In many arrangements, the attorney advances these costs and recoups them from the settlement. In others, the client is billed as costs arise. Either way, these come out of your recovery in addition to the attorney's percentage.

When Fee Arrangements Differ

Not all personal injury cases follow standard contingency structures. A few situations where fees may look different:

  • Medical malpractice: Many states cap contingency fees in med-mal cases, sometimes on a sliding scale based on recovery amount
  • Federal tort claims: Cases against government entities follow different procedural rules and sometimes different fee structures
  • Small claims: For very minor injuries, some attorneys may decline contingency representation if expected recovery doesn't justify the work
  • Workers' compensation: Attorney fees in workers' comp cases are often regulated separately from general personal injury contingency rules

What Affects How Much You Net After Fees

The contingency percentage is just one factor. What you actually receive depends on:

  • The total settlement or judgment amount — which depends on the severity of injuries, liability clarity, available insurance limits, and other case-specific facts
  • Whether liens exist — if your health insurer or Medicare paid your medical bills, they may have a subrogation right to be repaid from your settlement
  • Case expenses — as described above
  • Negotiated reductions — attorneys sometimes negotiate liens and medical bills down, which can increase what you net even after fees

The Spectrum of Outcomes 📊

A modest soft-tissue injury case that settles quickly for a relatively small amount will leave you with a very different net recovery than a catastrophic injury case that goes to trial. The percentage may be the same; the dollar outcomes are not remotely comparable.

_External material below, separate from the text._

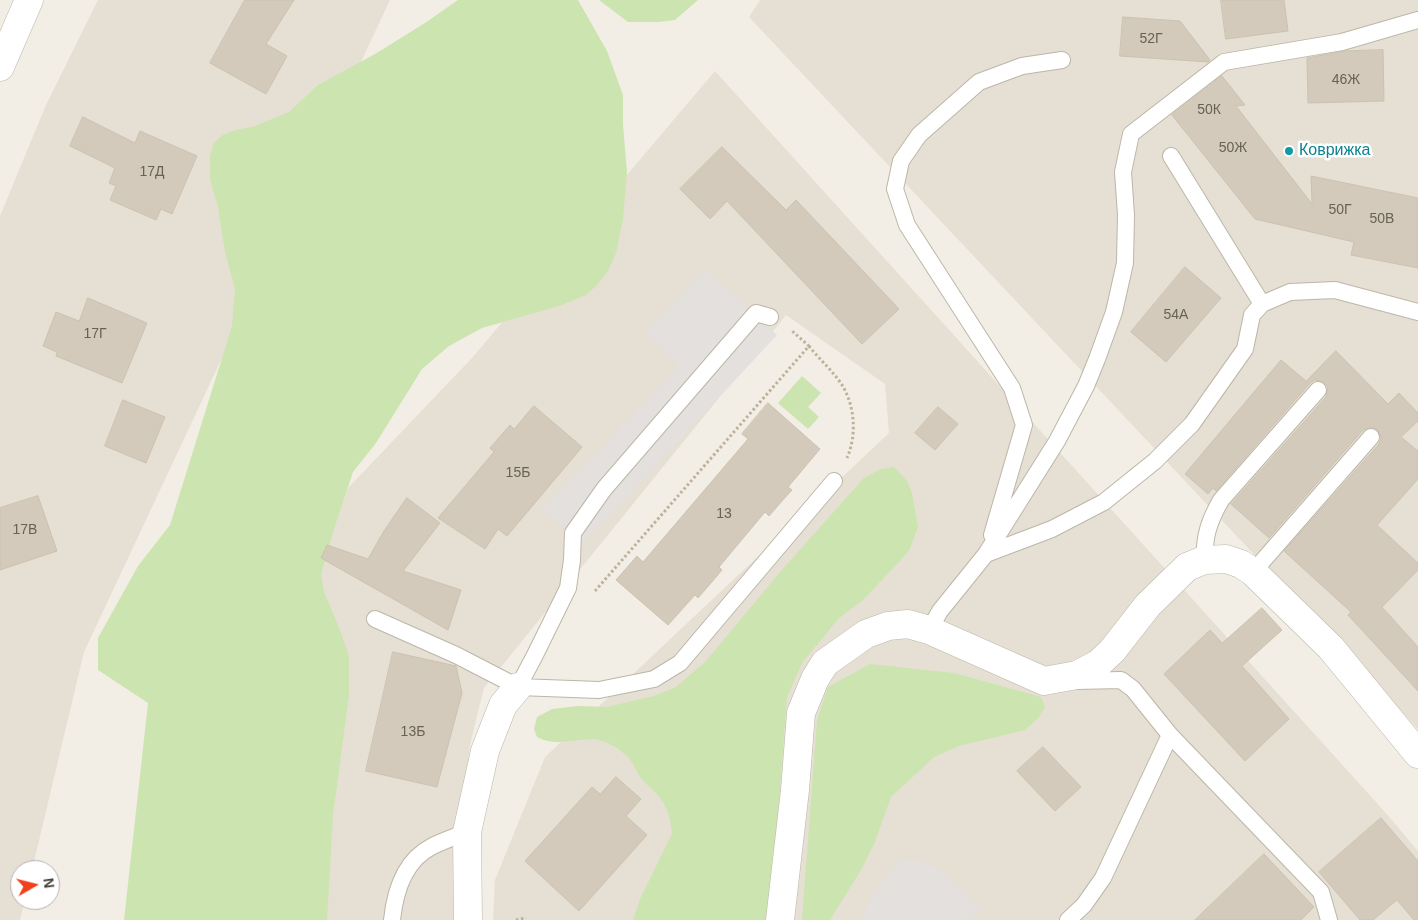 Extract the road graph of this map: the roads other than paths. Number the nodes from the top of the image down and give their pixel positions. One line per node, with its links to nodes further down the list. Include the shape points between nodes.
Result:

State law shapes this too. Comparative fault rules, damage caps (especially in states that limit pain and suffering awards), and whether you're in a no-fault state all affect what can be recovered — and therefore what the attorney's fee is actually calculated against.

The Missing Piece

What a contingency fee means in your situation depends on your state's rules, the nature and severity of your injuries, the strength of the liability case, what insurance is available, and whether liens or subrogation claims will attach to any recovery. Those facts aren't universal — they're yours specifically, and they shape every number in the equation.